Scan the data below for lines holding the word "REEVES", and copy each line found.

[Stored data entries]
Start of Block

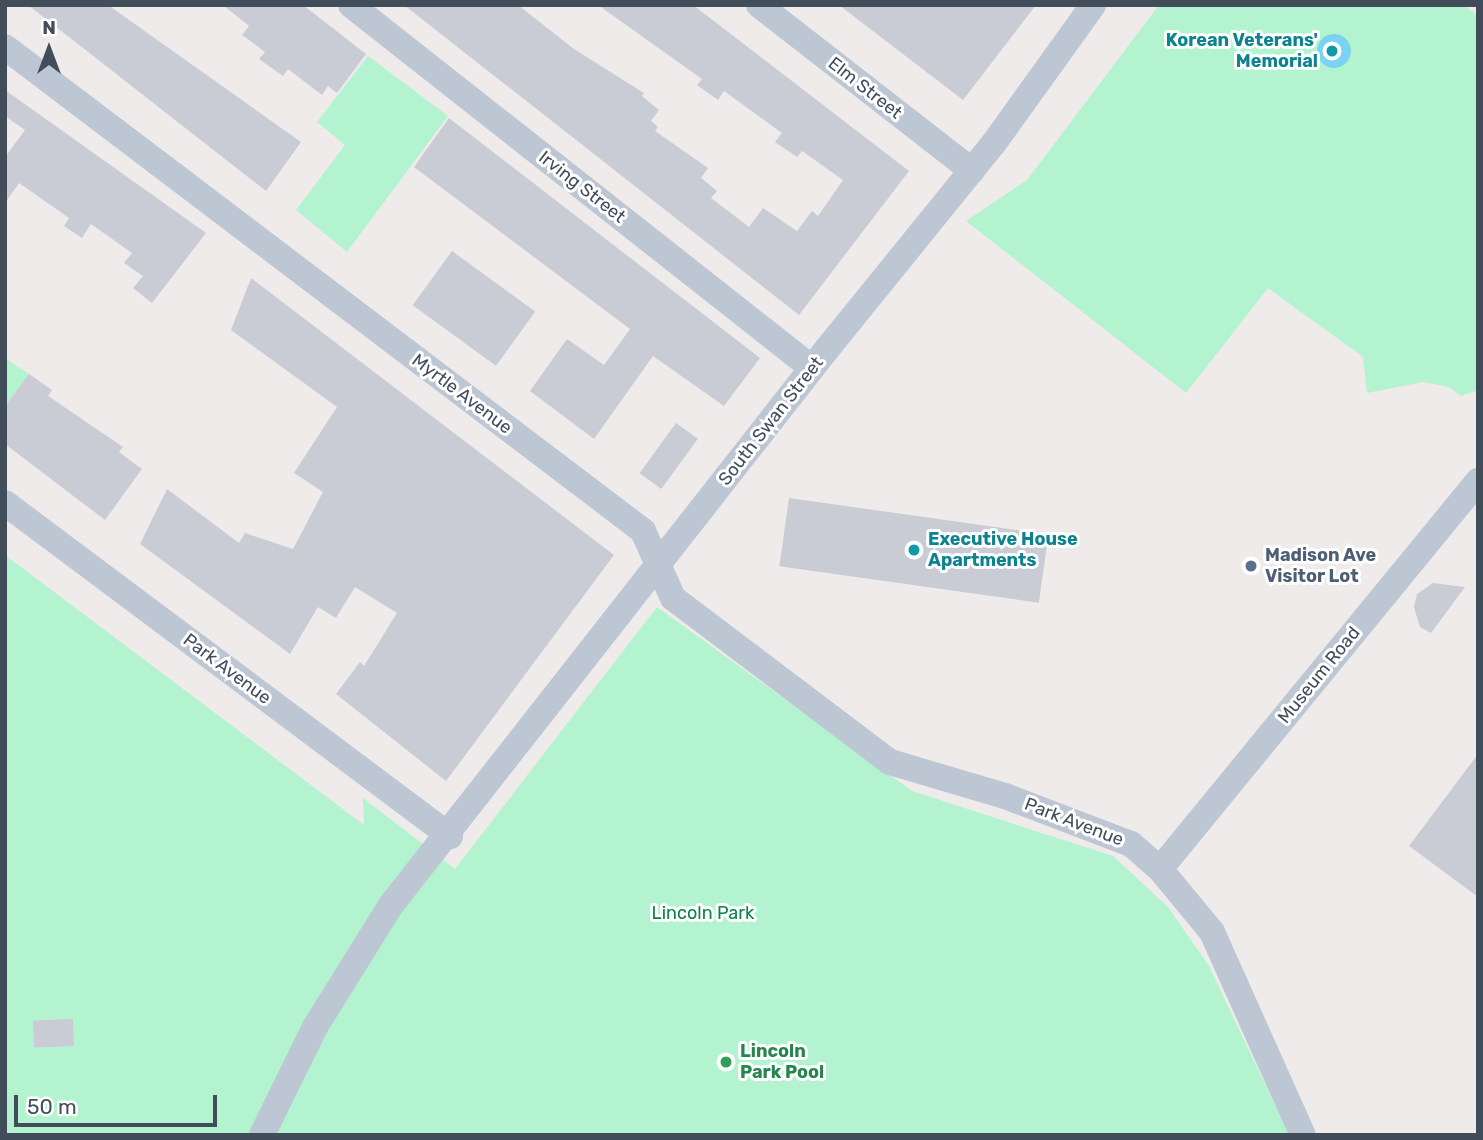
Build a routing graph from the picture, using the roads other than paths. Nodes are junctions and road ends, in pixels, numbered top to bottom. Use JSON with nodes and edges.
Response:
{"nodes":[{"id":1,"x":351,"y":5,"type":"edge"},
{"id":2,"x":759,"y":5,"type":"edge"},
{"id":3,"x":1093,"y":5,"type":"edge"},
{"id":4,"x":5,"y":47,"type":"edge"},
{"id":5,"x":972,"y":171,"type":"junction"},
{"id":6,"x":812,"y":368,"type":"junction"},
{"id":7,"x":1478,"y":481,"type":"edge"},
{"id":8,"x":5,"y":503,"type":"edge"},
{"id":9,"x":656,"y":570,"type":"junction"},
{"id":10,"x":890,"y":762,"type":"joint"},
{"id":11,"x":450,"y":836,"type":"junction"},
{"id":12,"x":1160,"y":869,"type":"junction"},
{"id":13,"x":262,"y":1135,"type":"edge"},
{"id":14,"x":1303,"y":1135,"type":"edge"}],
"edges":[{"from":1,"to":6,"type":"street","name":"Irving Street"},
{"from":2,"to":5,"type":"street","name":"Elm Street"},
{"from":3,"to":5,"type":"street","name":"South Swan Street"},
{"from":4,"to":9,"type":"street","name":"Myrtle Avenue"},
{"from":5,"to":6,"type":"street","name":"South Swan Street"},
{"from":6,"to":9,"type":"street","name":"South Swan Street"},
{"from":7,"to":12,"type":"street","name":"Museum Road"},
{"from":8,"to":11,"type":"street","name":"Park Avenue"},
{"from":9,"to":10,"type":"street","name":"Myrtle Avenue"},
{"from":9,"to":11,"type":"street","name":"South Swan Street"},
{"from":10,"to":12,"type":"street","name":"Park Avenue"},
{"from":11,"to":13,"type":"street","name":"South Swan Street"},
{"from":12,"to":14,"type":"street","name":"Park Avenue"}]}
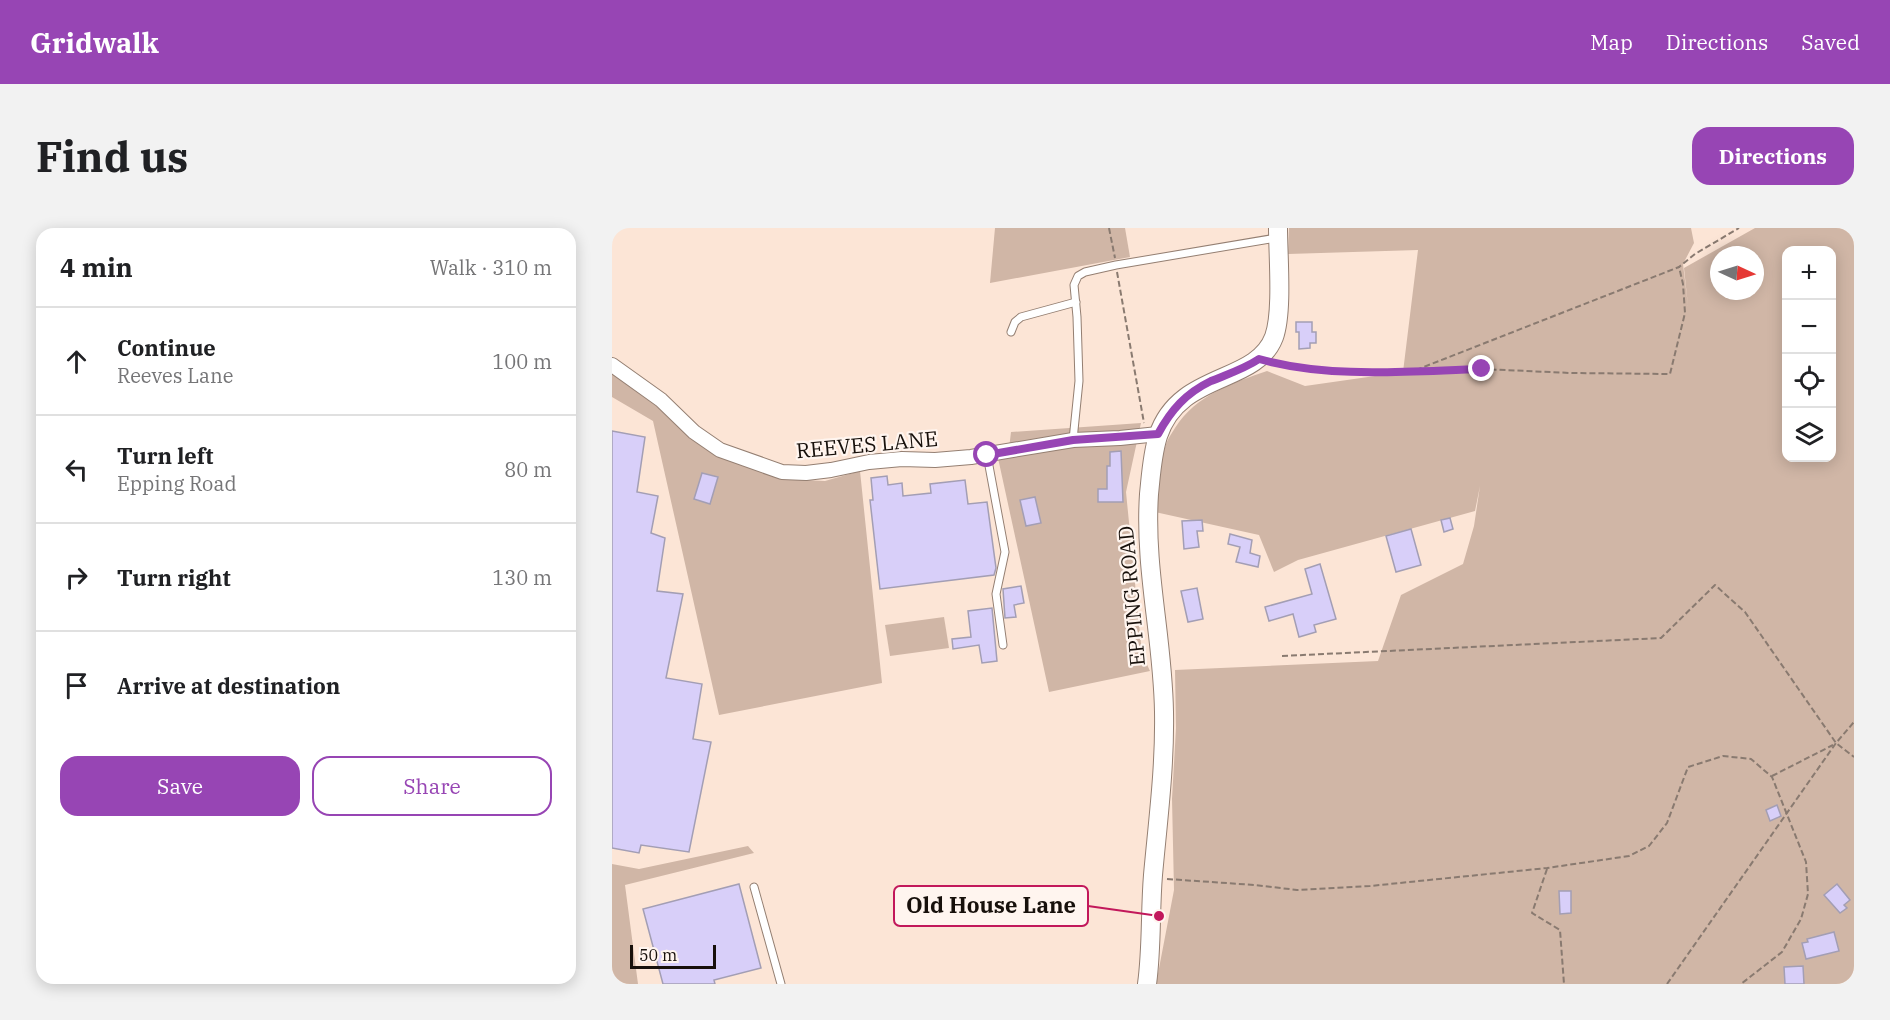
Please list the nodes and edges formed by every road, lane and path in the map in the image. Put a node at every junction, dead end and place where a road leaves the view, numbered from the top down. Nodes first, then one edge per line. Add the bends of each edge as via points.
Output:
1 (1109, 228) edge
2 (1739, 228) edge
3 (1278, 233) edge
4 (1116, 265) junction
5 (1679, 267) junction
6 (1076, 302) junction
7 (1011, 332) dead end
8 (1259, 359) junction
9 (612, 365) edge
10 (1412, 372) junction
11 (1152, 434) junction
12 (1073, 440) junction
13 (987, 455) junction
14 (1003, 645) dead end
15 (1282, 656) dead end
16 (1854, 722) edge
17 (1836, 743) junction
18 (1854, 757) edge
19 (1772, 777) junction
20 (1787, 813) junction
21 (1547, 868) junction
22 (1153, 877) junction
23 (754, 887) dead end
24 (782, 984) edge
25 (1147, 984) edge
26 (1564, 984) edge
27 (1667, 984) edge
28 (1741, 984) edge

1 - 4 path
2 - 5 path
3 - 4 lane
3 - 8 main road via 1278,321 1269,349
4 - 6 lane via 1078,276 1074,285
4 - 11 path
5 - 10 path
5 - 10 path via 1685,313 1670,374 1482,369
6 - 7 lane via 1021,317
6 - 12 lane via 1079,381
8 - 10 path via 1306,369
8 - 11 main road, EPPING ROAD via 1193,391
9 - 13 street, REEVES LANE via 720,450 782,472 806,473 902,459
11 - 12 street, REEVES LANE
11 - 22 main road, EPPING ROAD via 1149,571 1164,711 1163,782
12 - 13 street, REEVES LANE
13 - 14 lane via 1005,552 996,594
15 - 17 path via 1661,638 1715,585 1745,612
16 - 17 path
17 - 18 path
17 - 19 path
17 - 20 path
19 - 20 path
19 - 21 path via 1751,759 1723,756 1688,767 1668,823 1649,846 1629,856
20 - 27 path
20 - 28 path via 1806,862 1806,903 1782,952
21 - 22 path via 1297,890
21 - 26 path via 1532,913 1560,930
22 - 25 main road, EPPING ROAD
23 - 24 lane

End of Block

* _Task output_
9 - 13 street, REEVES LANE via 720,450 782,472 806,473 902,459
11 - 12 street, REEVES LANE
12 - 13 street, REEVES LANE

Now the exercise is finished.